__EXTRACTED DATA__:
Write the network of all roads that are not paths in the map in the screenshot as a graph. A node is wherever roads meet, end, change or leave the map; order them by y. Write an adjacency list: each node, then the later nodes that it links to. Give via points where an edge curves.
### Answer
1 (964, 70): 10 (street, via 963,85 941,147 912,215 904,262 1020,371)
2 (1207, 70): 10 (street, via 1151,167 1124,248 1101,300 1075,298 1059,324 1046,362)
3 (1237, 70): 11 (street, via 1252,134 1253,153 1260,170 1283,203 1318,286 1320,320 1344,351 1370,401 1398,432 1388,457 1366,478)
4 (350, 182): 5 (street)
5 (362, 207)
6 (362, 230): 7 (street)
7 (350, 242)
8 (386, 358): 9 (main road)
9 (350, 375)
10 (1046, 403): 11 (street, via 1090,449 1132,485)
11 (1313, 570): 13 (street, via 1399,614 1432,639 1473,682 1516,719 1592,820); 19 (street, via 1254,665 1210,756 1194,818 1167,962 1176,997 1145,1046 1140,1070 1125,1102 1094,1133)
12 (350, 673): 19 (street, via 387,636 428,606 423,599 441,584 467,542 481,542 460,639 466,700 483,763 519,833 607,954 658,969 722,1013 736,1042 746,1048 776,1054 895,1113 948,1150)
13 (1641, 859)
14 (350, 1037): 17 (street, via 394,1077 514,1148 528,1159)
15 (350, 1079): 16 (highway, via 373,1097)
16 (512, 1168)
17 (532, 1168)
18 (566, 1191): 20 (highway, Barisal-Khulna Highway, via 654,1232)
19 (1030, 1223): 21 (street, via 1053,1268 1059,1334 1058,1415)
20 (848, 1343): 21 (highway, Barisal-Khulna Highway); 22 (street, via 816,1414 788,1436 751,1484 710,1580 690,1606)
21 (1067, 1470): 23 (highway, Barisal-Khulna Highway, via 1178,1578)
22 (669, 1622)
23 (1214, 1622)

__THE TASK__: Keep the wording exact. Give all of the records again.

__WORKED SOLUTION__:
Write the network of all roads that are not paths in the map in the screenshot as a graph. A node is wherever roads meet, end, change or leave the map; order them by y. Write an adjacency list: each node, then the later nodes that it links to. Give via points where an edge curves.
### Answer
1 (964, 70): 10 (street, via 963,85 941,147 912,215 904,262 1020,371)
2 (1207, 70): 10 (street, via 1151,167 1124,248 1101,300 1075,298 1059,324 1046,362)
3 (1237, 70): 11 (street, via 1252,134 1253,153 1260,170 1283,203 1318,286 1320,320 1344,351 1370,401 1398,432 1388,457 1366,478)
4 (350, 182): 5 (street)
5 (362, 207)
6 (362, 230): 7 (street)
7 (350, 242)
8 (386, 358): 9 (main road)
9 (350, 375)
10 (1046, 403): 11 (street, via 1090,449 1132,485)
11 (1313, 570): 13 (street, via 1399,614 1432,639 1473,682 1516,719 1592,820); 19 (street, via 1254,665 1210,756 1194,818 1167,962 1176,997 1145,1046 1140,1070 1125,1102 1094,1133)
12 (350, 673): 19 (street, via 387,636 428,606 423,599 441,584 467,542 481,542 460,639 466,700 483,763 519,833 607,954 658,969 722,1013 736,1042 746,1048 776,1054 895,1113 948,1150)
13 (1641, 859)
14 (350, 1037): 17 (street, via 394,1077 514,1148 528,1159)
15 (350, 1079): 16 (highway, via 373,1097)
16 (512, 1168)
17 (532, 1168)
18 (566, 1191): 20 (highway, Barisal-Khulna Highway, via 654,1232)
19 (1030, 1223): 21 (street, via 1053,1268 1059,1334 1058,1415)
20 (848, 1343): 21 (highway, Barisal-Khulna Highway); 22 (street, via 816,1414 788,1436 751,1484 710,1580 690,1606)
21 (1067, 1470): 23 (highway, Barisal-Khulna Highway, via 1178,1578)
22 (669, 1622)
23 (1214, 1622)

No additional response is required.